If a line of the data contains the word "Give", it is counted; report how many such lines there are and nothing else.

(Records from a data source)

=== Section Start ===

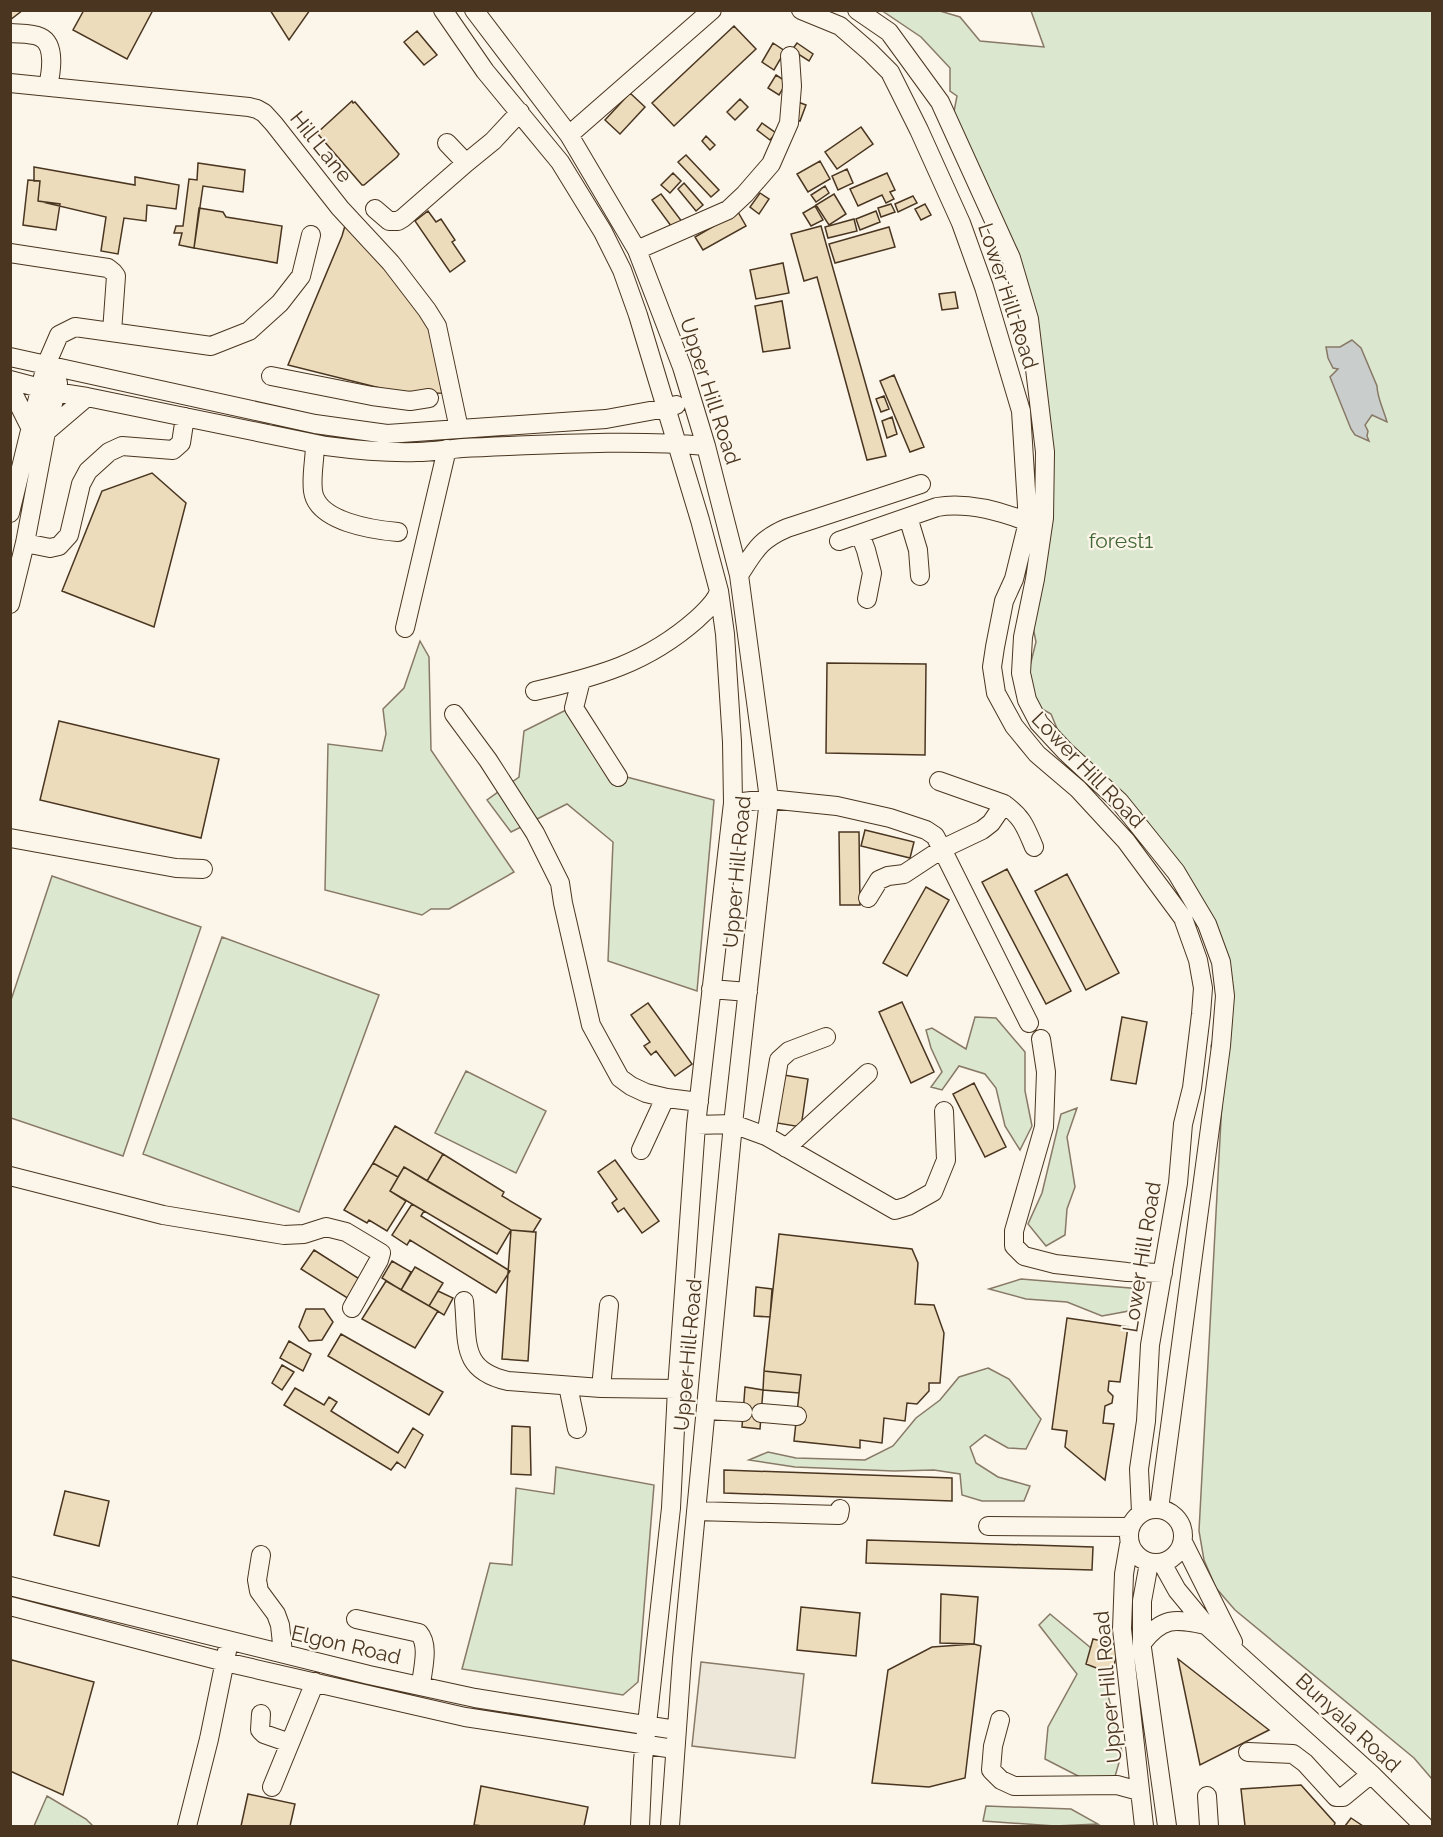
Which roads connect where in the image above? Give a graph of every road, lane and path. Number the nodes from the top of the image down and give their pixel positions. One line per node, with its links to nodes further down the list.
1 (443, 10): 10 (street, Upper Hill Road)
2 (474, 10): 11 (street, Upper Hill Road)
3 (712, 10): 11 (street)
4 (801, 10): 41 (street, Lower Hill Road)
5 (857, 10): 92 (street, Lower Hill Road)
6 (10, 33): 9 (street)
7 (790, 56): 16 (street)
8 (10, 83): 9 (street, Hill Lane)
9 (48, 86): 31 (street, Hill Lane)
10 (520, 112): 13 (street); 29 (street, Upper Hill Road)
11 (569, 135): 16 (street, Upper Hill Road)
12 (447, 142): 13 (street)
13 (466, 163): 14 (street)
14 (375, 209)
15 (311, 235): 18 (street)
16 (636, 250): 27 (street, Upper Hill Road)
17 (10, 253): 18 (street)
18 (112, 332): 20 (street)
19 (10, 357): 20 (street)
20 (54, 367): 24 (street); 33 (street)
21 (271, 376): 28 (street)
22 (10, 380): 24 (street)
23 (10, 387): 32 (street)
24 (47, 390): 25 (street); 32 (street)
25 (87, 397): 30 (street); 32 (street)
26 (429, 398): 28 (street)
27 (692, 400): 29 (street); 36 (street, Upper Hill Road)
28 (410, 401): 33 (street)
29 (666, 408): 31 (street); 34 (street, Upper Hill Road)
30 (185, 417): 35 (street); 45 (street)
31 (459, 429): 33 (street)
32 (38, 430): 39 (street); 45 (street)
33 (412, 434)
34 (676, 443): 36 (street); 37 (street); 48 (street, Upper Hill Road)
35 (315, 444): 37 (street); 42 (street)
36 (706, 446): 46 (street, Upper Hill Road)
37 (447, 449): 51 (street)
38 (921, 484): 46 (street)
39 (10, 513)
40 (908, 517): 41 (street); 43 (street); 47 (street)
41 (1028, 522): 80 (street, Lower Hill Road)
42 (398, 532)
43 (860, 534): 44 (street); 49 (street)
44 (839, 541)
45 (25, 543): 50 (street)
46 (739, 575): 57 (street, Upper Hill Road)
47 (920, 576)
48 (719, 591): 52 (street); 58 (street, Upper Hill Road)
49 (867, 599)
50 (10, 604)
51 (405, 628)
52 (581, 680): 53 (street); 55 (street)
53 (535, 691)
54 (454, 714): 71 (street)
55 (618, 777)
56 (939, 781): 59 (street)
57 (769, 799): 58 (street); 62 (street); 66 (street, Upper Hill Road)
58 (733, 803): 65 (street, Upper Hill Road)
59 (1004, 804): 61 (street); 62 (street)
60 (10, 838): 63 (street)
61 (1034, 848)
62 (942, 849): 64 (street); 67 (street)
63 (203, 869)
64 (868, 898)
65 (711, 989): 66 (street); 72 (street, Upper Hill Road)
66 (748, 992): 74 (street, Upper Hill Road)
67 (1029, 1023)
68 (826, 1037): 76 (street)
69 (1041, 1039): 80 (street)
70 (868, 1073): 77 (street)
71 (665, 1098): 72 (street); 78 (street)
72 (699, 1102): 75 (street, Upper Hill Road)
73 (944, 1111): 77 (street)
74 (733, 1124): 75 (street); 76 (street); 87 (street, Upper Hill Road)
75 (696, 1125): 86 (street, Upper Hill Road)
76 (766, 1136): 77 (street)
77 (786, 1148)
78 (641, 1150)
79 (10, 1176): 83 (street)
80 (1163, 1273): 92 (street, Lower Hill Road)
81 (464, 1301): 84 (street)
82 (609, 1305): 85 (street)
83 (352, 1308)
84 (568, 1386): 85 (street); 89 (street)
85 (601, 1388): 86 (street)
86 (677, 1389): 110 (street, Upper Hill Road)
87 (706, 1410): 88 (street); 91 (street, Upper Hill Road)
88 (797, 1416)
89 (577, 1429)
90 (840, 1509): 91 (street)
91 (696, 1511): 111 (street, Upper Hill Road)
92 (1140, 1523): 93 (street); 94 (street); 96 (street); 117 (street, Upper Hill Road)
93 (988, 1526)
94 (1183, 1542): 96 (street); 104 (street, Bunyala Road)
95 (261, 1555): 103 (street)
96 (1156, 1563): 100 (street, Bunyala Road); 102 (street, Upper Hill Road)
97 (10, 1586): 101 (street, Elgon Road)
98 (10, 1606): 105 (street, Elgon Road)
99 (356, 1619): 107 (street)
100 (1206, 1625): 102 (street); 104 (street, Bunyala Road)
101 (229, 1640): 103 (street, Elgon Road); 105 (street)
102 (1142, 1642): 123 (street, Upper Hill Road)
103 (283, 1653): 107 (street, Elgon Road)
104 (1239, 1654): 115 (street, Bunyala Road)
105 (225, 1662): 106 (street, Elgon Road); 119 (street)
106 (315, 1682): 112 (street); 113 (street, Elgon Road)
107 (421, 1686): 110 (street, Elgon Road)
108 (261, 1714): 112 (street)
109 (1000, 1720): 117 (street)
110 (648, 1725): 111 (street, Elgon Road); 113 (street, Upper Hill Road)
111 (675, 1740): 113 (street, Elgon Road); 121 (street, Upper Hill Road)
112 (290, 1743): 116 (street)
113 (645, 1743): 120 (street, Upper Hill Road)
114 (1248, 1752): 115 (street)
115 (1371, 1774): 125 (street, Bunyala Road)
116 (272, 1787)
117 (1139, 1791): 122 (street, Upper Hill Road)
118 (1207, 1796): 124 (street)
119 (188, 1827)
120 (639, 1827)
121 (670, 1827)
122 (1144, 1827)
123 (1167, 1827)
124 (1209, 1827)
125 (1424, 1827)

=== Section End ===
=== Section Start ===

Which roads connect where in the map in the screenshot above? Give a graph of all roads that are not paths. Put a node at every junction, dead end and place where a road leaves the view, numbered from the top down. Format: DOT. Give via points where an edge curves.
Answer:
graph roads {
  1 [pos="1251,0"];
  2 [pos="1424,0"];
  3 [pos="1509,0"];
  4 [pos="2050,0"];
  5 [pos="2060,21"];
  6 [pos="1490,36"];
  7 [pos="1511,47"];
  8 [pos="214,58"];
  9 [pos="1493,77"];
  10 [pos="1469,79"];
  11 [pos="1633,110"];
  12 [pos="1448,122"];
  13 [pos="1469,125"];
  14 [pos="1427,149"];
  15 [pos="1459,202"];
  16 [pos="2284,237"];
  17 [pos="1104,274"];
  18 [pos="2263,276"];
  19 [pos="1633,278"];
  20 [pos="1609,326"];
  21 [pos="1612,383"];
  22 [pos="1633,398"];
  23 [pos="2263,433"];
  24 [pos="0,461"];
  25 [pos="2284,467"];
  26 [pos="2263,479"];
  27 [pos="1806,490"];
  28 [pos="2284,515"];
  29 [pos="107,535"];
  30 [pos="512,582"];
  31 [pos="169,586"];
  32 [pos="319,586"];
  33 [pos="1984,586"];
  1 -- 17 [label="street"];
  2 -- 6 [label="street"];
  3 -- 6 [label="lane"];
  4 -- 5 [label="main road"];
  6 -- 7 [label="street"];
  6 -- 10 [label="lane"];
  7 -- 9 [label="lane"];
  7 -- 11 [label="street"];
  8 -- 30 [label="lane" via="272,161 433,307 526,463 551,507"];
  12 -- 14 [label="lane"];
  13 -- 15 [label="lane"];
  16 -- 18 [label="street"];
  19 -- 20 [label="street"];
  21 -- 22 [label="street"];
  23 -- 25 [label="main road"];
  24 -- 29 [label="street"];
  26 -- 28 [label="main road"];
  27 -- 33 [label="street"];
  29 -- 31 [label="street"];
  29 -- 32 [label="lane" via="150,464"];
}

=== Section End ===

* **EXERCISE ANSWER**
2